* _Exercise directions_:
Each entry below must be given again word for word, with no pictures.

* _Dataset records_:

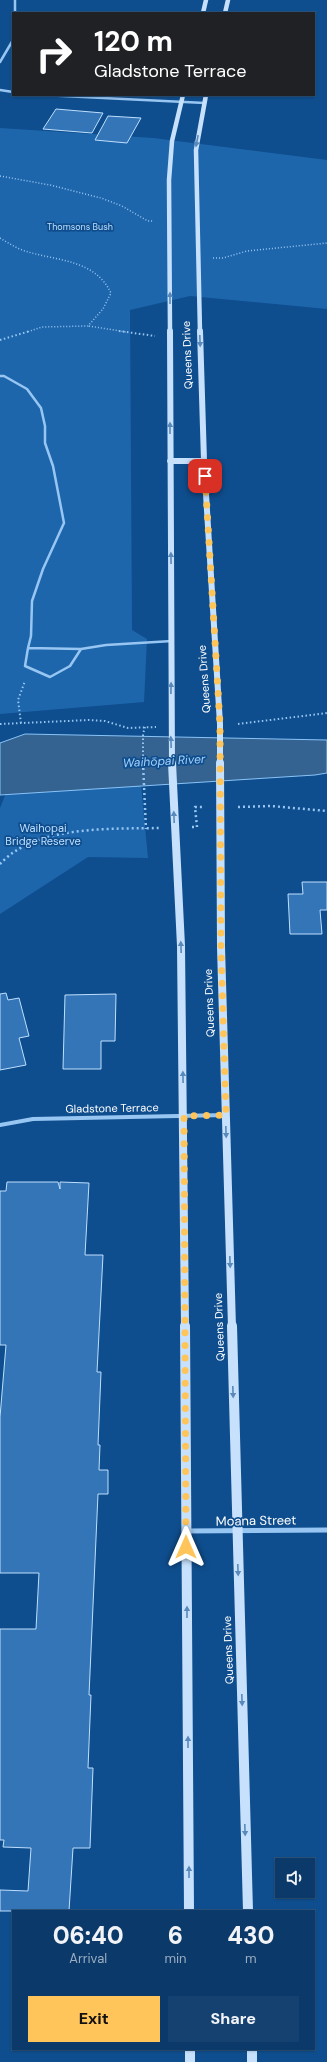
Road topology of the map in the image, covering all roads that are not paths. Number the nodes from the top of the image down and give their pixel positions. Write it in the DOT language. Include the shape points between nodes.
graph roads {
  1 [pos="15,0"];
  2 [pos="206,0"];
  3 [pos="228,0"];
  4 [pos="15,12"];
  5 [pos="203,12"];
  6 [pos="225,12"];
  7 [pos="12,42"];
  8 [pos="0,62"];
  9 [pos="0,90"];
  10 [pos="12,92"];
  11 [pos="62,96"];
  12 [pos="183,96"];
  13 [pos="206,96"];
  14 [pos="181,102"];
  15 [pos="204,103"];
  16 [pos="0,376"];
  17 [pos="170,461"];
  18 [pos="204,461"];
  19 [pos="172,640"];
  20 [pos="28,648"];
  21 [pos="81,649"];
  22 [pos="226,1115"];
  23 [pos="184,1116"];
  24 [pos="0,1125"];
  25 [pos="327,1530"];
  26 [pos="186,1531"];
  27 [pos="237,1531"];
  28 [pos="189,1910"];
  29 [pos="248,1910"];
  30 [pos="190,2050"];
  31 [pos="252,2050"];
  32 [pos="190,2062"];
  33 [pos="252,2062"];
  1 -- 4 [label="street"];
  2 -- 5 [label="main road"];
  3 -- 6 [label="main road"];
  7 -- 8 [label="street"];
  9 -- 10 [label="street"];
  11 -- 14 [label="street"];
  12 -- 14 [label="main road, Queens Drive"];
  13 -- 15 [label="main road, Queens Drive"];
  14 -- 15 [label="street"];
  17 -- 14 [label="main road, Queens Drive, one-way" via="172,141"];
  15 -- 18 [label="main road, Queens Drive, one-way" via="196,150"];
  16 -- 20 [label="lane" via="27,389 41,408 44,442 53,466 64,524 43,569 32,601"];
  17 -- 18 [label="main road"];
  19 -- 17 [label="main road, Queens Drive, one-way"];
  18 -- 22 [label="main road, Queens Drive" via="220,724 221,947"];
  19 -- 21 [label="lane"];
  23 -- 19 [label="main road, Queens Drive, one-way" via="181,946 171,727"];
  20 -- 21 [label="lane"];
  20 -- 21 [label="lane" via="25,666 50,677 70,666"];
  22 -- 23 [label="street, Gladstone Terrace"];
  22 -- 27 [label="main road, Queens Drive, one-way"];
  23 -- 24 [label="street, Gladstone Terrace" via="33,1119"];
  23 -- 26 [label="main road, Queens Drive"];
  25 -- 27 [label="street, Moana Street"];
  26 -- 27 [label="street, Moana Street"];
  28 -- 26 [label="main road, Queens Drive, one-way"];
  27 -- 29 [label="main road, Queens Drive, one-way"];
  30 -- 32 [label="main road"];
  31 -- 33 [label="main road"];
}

* _Exercise answer_:
Road topology of the map in the image, covering all roads that are not paths. Number the nodes from the top of the image down and give their pixel positions. Write it in the DOT language. Include the shape points between nodes.
graph roads {
  1 [pos="15,0"];
  2 [pos="206,0"];
  3 [pos="228,0"];
  4 [pos="15,12"];
  5 [pos="203,12"];
  6 [pos="225,12"];
  7 [pos="12,42"];
  8 [pos="0,62"];
  9 [pos="0,90"];
  10 [pos="12,92"];
  11 [pos="62,96"];
  12 [pos="183,96"];
  13 [pos="206,96"];
  14 [pos="181,102"];
  15 [pos="204,103"];
  16 [pos="0,376"];
  17 [pos="170,461"];
  18 [pos="204,461"];
  19 [pos="172,640"];
  20 [pos="28,648"];
  21 [pos="81,649"];
  22 [pos="226,1115"];
  23 [pos="184,1116"];
  24 [pos="0,1125"];
  25 [pos="327,1530"];
  26 [pos="186,1531"];
  27 [pos="237,1531"];
  28 [pos="189,1910"];
  29 [pos="248,1910"];
  30 [pos="190,2050"];
  31 [pos="252,2050"];
  32 [pos="190,2062"];
  33 [pos="252,2062"];
  1 -- 4 [label="street"];
  2 -- 5 [label="main road"];
  3 -- 6 [label="main road"];
  7 -- 8 [label="street"];
  9 -- 10 [label="street"];
  11 -- 14 [label="street"];
  12 -- 14 [label="main road, Queens Drive"];
  13 -- 15 [label="main road, Queens Drive"];
  14 -- 15 [label="street"];
  17 -- 14 [label="main road, Queens Drive, one-way" via="172,141"];
  15 -- 18 [label="main road, Queens Drive, one-way" via="196,150"];
  16 -- 20 [label="lane" via="27,389 41,408 44,442 53,466 64,524 43,569 32,601"];
  17 -- 18 [label="main road"];
  19 -- 17 [label="main road, Queens Drive, one-way"];
  18 -- 22 [label="main road, Queens Drive" via="220,724 221,947"];
  19 -- 21 [label="lane"];
  23 -- 19 [label="main road, Queens Drive, one-way" via="181,946 171,727"];
  20 -- 21 [label="lane"];
  20 -- 21 [label="lane" via="25,666 50,677 70,666"];
  22 -- 23 [label="street, Gladstone Terrace"];
  22 -- 27 [label="main road, Queens Drive, one-way"];
  23 -- 24 [label="street, Gladstone Terrace" via="33,1119"];
  23 -- 26 [label="main road, Queens Drive"];
  25 -- 27 [label="street, Moana Street"];
  26 -- 27 [label="street, Moana Street"];
  28 -- 26 [label="main road, Queens Drive, one-way"];
  27 -- 29 [label="main road, Queens Drive, one-way"];
  30 -- 32 [label="main road"];
  31 -- 33 [label="main road"];
}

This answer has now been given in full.